During the high school years, adolescents experience further decreases in the structure of their academic environment as well as further increases in the amount and difficulty of homework. These students are taught subject matter by different teachers in different classrooms with different classmates and are expected to manage these diverse requirements personally. High school students are expected to complete not only teacher-assigned work but also to engage in self-initiated forms of studying, such as preparation for tests. Often these tests play a pivotal role in gaining access to further educational opportunities, such as placement in advanced classes and entrance into college. Frequently, out-of-school employment or extracurricular activities, such as music and sports, must be managed along with homework and studying (Steinberg, Brown, & Dornbusch, 1996). Students are expected to develop self-regulatory skills, such as goal setting, self-monitoring, and time management, as well as sources of motivation to self-initiate and sustain learning (Zimmerman, Greenberg, & Weinstein, 1994). Many students respond to these increasing demands for self-regulation by adopting effective learning strategies, but a significant number of students do not adopt them (Zimmerman & Martinez-Pons, 1986, 1988, 1990).
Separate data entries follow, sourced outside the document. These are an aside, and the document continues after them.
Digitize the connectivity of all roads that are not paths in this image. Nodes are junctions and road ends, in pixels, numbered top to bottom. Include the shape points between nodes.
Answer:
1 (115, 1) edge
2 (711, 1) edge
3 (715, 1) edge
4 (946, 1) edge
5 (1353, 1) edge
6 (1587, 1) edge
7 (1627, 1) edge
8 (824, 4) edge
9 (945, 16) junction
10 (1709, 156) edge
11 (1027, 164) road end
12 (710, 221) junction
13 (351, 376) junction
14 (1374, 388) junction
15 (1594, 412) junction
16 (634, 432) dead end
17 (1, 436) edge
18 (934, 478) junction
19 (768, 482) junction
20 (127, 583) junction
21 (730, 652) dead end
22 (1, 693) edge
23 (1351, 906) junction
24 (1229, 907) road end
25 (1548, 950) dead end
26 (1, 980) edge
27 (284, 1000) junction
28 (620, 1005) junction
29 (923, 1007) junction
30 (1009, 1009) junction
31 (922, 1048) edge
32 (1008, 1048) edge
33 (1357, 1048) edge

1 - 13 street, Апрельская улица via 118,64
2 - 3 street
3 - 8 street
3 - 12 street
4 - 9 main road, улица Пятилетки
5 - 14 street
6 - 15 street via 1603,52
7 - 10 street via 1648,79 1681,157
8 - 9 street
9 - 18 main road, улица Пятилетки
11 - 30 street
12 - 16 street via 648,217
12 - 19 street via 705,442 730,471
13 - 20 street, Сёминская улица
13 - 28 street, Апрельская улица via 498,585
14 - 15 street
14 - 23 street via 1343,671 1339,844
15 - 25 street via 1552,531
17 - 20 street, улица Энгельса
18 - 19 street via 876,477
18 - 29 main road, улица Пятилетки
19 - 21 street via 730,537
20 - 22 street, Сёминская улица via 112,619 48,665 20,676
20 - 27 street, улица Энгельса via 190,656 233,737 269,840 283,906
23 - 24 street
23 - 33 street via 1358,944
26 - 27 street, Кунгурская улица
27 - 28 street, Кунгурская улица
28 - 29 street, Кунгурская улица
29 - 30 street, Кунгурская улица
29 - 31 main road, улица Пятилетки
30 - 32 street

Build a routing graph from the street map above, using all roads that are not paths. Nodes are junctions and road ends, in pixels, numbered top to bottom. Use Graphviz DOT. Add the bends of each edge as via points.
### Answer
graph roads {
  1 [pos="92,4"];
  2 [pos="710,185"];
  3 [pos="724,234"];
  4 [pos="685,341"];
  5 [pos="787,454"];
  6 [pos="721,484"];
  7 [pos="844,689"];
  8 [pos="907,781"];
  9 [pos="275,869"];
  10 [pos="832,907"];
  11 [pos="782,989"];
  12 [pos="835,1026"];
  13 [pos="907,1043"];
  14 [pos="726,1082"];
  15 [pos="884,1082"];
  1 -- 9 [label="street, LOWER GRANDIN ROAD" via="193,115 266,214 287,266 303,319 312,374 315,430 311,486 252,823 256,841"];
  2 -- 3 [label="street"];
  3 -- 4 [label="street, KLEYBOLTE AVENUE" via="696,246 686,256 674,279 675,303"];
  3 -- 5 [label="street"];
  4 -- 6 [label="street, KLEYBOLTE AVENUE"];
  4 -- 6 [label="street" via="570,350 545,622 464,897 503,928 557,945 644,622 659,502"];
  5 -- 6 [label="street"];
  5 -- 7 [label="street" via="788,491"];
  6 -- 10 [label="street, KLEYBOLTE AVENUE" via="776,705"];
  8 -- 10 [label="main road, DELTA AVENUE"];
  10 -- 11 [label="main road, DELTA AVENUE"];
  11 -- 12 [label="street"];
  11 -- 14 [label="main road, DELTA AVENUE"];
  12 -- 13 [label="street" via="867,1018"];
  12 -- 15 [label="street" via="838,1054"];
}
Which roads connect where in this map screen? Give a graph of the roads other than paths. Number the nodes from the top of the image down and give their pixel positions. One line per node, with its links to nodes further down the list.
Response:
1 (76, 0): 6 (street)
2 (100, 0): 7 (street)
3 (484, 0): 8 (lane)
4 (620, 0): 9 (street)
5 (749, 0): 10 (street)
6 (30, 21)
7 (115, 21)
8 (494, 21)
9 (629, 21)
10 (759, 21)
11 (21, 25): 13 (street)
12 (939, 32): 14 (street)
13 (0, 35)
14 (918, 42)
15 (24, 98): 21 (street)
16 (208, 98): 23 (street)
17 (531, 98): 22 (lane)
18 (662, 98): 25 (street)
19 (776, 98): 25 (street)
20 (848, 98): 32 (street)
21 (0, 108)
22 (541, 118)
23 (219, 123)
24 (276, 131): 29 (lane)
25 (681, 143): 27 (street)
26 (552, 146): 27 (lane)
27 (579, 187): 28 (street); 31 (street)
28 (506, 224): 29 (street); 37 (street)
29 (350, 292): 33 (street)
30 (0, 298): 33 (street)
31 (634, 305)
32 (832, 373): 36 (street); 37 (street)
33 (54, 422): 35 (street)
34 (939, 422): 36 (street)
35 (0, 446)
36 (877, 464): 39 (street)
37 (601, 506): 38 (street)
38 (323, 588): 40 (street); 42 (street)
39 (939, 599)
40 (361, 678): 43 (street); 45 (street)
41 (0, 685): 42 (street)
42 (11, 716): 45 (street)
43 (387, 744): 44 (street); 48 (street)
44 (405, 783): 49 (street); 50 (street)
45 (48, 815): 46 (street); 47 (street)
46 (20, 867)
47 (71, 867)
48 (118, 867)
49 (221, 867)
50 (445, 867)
Students need to self-monitor their academic progress and to seek out teachers and peers for help when it is needed (i.e., a help seeking strategy), but poorly regulated students are reluctant to ask for help, often fearing exposure to criticism or ridicule (Newman, 1994).
In summary, educators seek to instill greater academic self-regulation as students progress from childhood to adolescence by initially introducing many social and physical curricular supports in the classroom and by gradually withdrawing them as students are expected to develop self-regulatory skill. However, there is seldom any instruction in methods of studying or other self-regulatory skills, and there is substantial evidence that many students fail to acquire these skills on their own. Social learning researchers have begun to investigate how the transition to academic self-sufficiency can be facilitated by teaching or otherwise optimizing social and self- sources of regulation (Schunk & Zimmerman, 1997; Zimmerman, 2000). These researchers have identified hierarchical levels in learners' development of self-regulated functioning. These levels represent regulatory milestones in an optimal educational path, and they provide an explanation for students' success in not only academic subjects but also in other nonacademic areas, such as sports and music (Zimmerman, 1998; McPherson & Zimmerman, in press).